Body or hand keypoint data
---*---

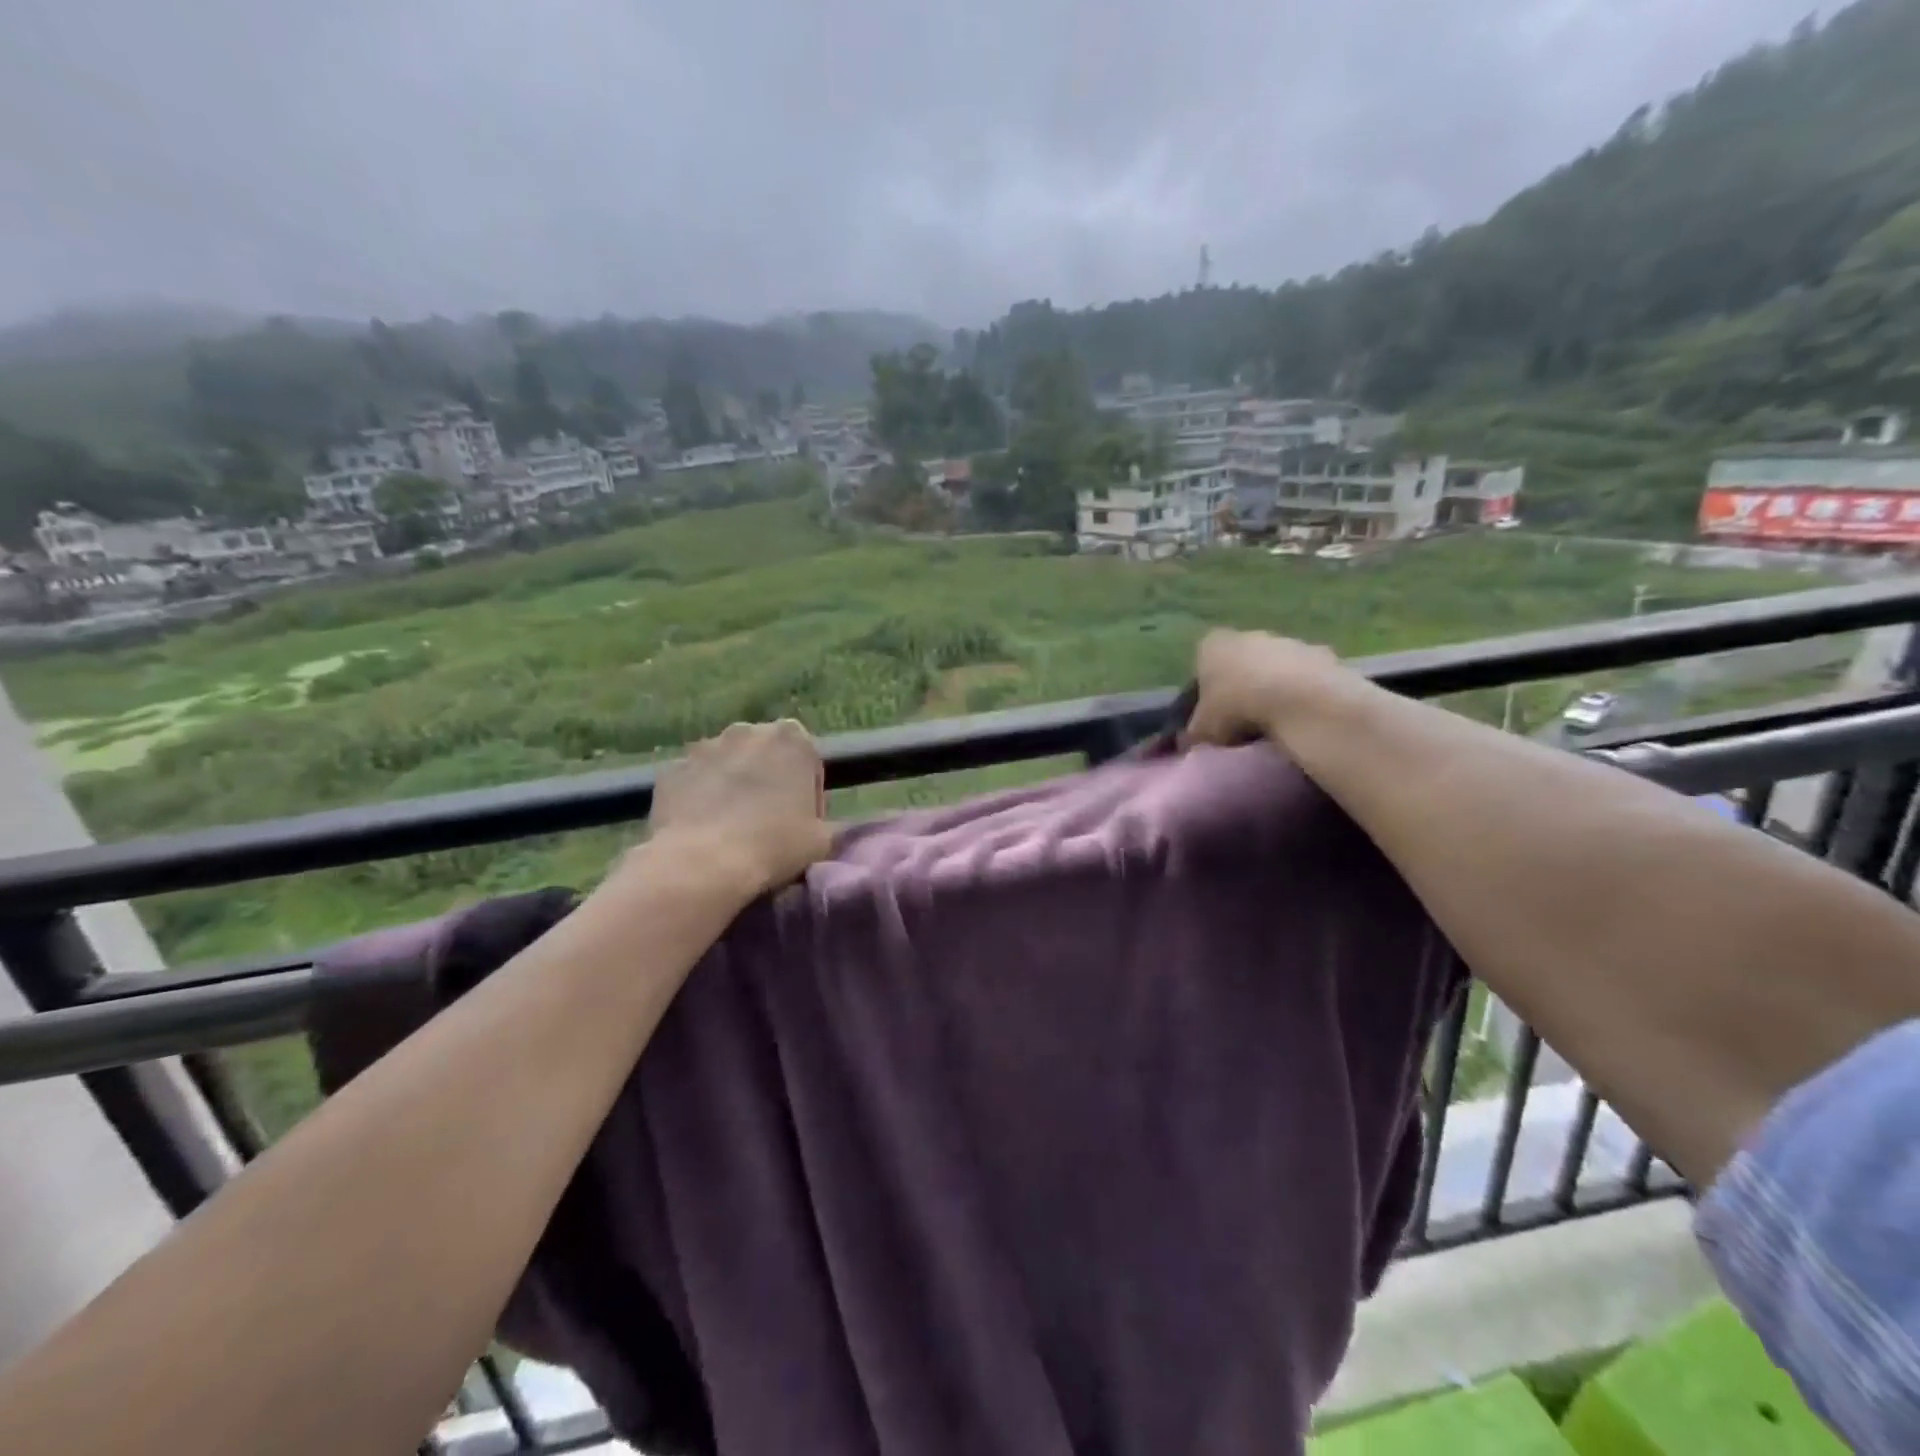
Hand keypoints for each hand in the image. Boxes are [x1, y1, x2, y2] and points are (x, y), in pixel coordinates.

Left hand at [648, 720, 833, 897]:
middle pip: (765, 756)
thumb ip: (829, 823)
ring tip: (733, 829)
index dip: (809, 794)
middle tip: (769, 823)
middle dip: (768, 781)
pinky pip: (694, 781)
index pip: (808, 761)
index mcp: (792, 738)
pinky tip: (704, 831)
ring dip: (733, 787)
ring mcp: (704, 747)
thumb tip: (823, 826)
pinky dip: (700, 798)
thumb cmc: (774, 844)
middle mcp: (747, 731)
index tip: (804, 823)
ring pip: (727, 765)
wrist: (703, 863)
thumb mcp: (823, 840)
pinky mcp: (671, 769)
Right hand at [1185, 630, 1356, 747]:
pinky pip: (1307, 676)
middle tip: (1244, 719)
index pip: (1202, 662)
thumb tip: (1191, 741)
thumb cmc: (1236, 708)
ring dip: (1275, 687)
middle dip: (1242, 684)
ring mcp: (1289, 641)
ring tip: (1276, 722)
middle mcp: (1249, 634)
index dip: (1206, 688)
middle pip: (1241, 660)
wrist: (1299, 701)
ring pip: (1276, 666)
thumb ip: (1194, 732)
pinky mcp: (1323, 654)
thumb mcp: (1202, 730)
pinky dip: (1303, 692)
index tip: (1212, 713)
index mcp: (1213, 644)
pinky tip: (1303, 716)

---*---

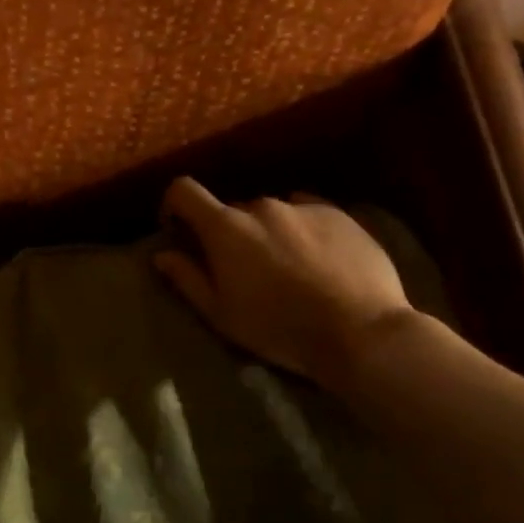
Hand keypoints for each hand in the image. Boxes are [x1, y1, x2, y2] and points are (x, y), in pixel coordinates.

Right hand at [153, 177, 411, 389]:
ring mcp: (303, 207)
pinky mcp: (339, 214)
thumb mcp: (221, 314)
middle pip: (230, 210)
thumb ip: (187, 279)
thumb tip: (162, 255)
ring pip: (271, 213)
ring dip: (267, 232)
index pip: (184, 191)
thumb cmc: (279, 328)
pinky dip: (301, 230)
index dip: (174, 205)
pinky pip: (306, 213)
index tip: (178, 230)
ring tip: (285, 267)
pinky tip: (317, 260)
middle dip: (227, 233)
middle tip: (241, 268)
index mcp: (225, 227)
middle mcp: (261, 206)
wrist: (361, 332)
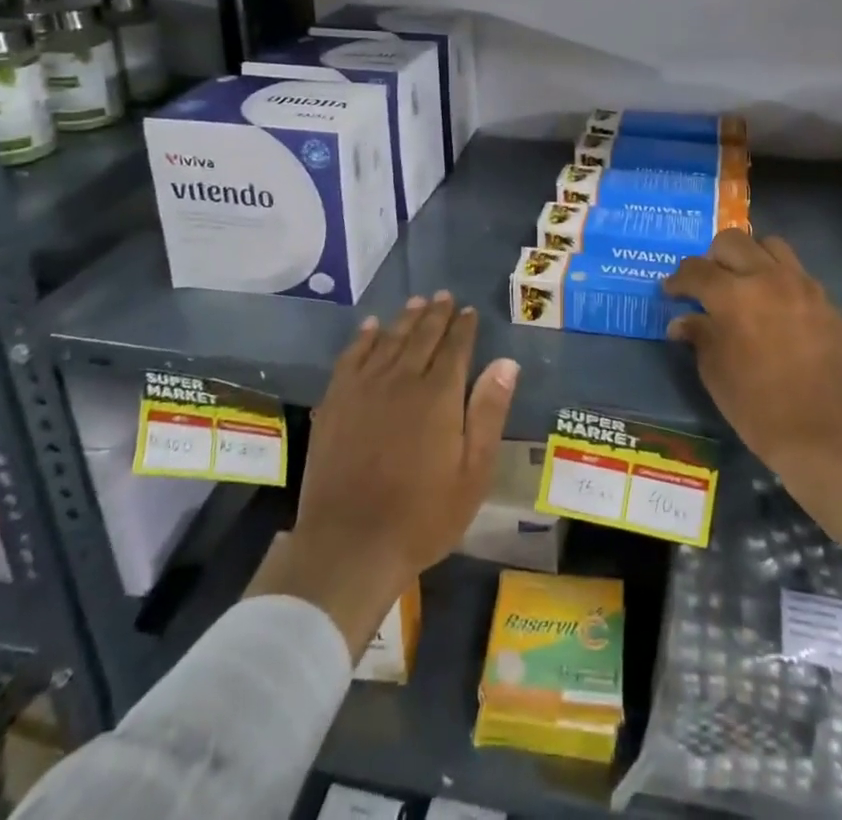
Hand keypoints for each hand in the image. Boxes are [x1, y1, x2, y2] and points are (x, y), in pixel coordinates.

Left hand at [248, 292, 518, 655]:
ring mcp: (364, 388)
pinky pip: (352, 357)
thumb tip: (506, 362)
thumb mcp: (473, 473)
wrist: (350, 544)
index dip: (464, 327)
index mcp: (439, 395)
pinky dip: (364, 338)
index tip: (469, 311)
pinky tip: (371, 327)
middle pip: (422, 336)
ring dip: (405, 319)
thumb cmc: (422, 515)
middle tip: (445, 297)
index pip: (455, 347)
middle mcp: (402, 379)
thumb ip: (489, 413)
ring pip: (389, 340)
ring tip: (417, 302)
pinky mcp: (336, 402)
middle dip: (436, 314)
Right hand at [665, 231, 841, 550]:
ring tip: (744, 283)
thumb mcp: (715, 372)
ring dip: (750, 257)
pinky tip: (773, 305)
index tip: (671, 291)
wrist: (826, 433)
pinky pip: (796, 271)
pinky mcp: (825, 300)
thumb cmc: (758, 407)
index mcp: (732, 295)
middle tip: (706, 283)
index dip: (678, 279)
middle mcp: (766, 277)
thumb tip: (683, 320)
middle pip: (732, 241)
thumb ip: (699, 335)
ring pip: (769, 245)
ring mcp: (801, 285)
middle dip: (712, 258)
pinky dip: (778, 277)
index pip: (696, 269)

---*---

=== EXERCISE AIM ===
What are the lines above, starting at the one with "middle pip: (422, 336)" and ending at the one with "middle pip: (732, 241)"? Give them again exactly, and only them.

=== FINAL ANSWER ===
middle pip: (422, 336)
ring dip: (405, 319)
thumb cmc: (422, 515)
middle tip: (445, 297)
index pip: (455, 347)
middle mcp: (402, 379)
thumb ip: (489, 413)
ring pip: (389, 340)
ring tip: (417, 302)
pinky mcp: (336, 402)
middle dip: (436, 314)
Right hand at [665, 231, 841, 550]:
ring tip: (744, 283)
thumb mcp: (715, 372)
ring dip: (750, 257)
pinky tip: (773, 305)
index tip: (671, 291)
wrist: (826, 433)
pinky pip: (796, 271)
pinky mcp: (825, 300)
thumb cmc: (758, 407)
index mcp: (732, 295)
middle tip: (706, 283)
index dip: (678, 279)
middle mcp: (766, 277)
thumb tip: (683, 320)
middle pip: (732, 241)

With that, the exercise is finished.